Que ce soit au niveau individuel, collectif et institutionnel, beaucoup de choses peuvent être mises en place en quelques mois et sont peu coûteuses. Ce qui manque est à la fois une prise de conscience collective et une volonté politique.

Emmanuel Macron a proposé de bloquer les réseaux sociaux ou de restreindre les réseaux sociaux pour les moins de 15 ans. Tout le discours politique semble s’attaquer aux plus jeunes, est-ce la bonne solution ? 

Les réseaux sociaux ne concernent pas simplement les jeunes. Dans un pays comme la France, environ 70 % de la population y est connectée. En 2021, 38 % des Français s’informaient au moins une fois par semaine grâce aux réseaux sociaux. On est dans un nouvel écosystème informationnel qui met en défaut à la fois les institutions et les procédures de choix collectifs. Mais on a des solutions. Cependant, on fait rarement le lien entre la désinformation et les modes de décision collective comme le vote, alors que c’est fondamental.

De plus, beaucoup de responsables politiques sont réticents à considérer cette question du changement de mode de scrutin, car cela signifierait passer dans un nouvel espace politique où ils seraient susceptibles de perdre leurs repères. 

Depuis le rachat de Twitter par Musk, ce dernier a également fermé l’accès aux données. En quoi ce manque de transparence est-il préjudiciable ? 

C’est un sujet important. La plupart des grands réseaux sociaux ne partagent pas leurs données, et il est très difficile pour la recherche de mener des études sur la désinformation ou sur les biais politiques. Pendant longtemps, Twitter a été l’un des seuls réseaux permettant de collecter des données sur n’importe quel sujet à grande échelle via une interface de programmation (API).

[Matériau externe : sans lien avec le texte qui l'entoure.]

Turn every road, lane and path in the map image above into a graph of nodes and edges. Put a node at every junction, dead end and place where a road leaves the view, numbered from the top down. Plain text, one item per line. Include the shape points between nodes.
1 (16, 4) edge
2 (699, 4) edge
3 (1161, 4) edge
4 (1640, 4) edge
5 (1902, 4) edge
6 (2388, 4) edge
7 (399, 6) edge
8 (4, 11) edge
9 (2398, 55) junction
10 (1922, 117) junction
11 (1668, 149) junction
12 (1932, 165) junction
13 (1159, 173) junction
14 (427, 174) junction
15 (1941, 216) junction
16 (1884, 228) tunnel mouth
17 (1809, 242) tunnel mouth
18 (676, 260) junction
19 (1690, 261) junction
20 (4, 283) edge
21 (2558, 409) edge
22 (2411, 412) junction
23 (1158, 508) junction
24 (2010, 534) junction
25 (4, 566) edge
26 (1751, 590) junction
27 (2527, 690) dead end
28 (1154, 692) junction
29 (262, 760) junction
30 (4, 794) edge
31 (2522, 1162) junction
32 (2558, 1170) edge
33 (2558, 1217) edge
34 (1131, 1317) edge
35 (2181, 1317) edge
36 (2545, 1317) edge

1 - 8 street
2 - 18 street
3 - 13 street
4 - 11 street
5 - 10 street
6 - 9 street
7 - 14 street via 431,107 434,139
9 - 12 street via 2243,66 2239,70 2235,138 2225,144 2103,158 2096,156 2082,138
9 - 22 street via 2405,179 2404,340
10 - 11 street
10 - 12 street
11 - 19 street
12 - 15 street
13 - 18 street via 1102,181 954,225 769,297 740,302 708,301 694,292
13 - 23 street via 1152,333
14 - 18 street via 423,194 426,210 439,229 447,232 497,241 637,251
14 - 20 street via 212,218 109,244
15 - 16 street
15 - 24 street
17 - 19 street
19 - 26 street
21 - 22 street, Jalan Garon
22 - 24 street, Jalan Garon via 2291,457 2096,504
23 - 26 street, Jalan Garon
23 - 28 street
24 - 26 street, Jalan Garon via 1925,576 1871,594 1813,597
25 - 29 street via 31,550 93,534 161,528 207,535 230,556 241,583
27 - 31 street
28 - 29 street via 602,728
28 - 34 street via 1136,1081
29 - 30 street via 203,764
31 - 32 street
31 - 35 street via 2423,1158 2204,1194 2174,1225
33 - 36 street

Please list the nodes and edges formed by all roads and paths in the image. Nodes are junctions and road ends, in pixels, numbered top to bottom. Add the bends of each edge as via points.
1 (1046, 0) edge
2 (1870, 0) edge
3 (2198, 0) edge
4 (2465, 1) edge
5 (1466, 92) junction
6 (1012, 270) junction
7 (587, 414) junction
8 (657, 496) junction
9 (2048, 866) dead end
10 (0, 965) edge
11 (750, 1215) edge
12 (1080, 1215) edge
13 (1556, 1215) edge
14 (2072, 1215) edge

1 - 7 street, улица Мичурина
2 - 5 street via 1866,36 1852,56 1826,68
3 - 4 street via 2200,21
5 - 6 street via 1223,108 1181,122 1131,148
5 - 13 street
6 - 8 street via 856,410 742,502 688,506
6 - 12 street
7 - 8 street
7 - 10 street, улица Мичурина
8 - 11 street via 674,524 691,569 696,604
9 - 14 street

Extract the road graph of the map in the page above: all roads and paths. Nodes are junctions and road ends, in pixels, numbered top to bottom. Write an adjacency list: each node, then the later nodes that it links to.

Nous n’avions accès qu’à 10 % de l’ensemble du flux au maximum mais c’était largement suffisant. Cela nous a permis, de 2016 à 2023, de mener de nombreuses études sur cet espace privilégié d’échanges politiques et de questions sociétales comme le réchauffement climatique ou la pandémie. Nous avons par exemple pu faire des études sur l’évolution du climatoscepticisme. Twitter nous a ouvert une fenêtre sur une partie de l’espace informationnel français et même international, et nous a permis de quantifier les différentes méthodes et biais, donc les méthodes de manipulation d’opinion.

Mais, après le rachat, Musk a fermé cet accès pour échapper à la critique et aussi pour des raisons économiques, car l’arrivée de l’intelligence artificielle a rendu les données sur les réseaux très lucratives. Musk a par exemple développé sa propre IA, Grok, entraînée sur les données des utilisateurs de X. Il y a donc désormais un problème majeur de transparence. Les études que nous avons menées lors des législatives s’effectuent sur un volume de données beaucoup plus restreint. Notre champ de vision s’est réduit. Il est beaucoup plus difficile pour la recherche de mesurer l’instrumentalisation de ce réseau et son impact.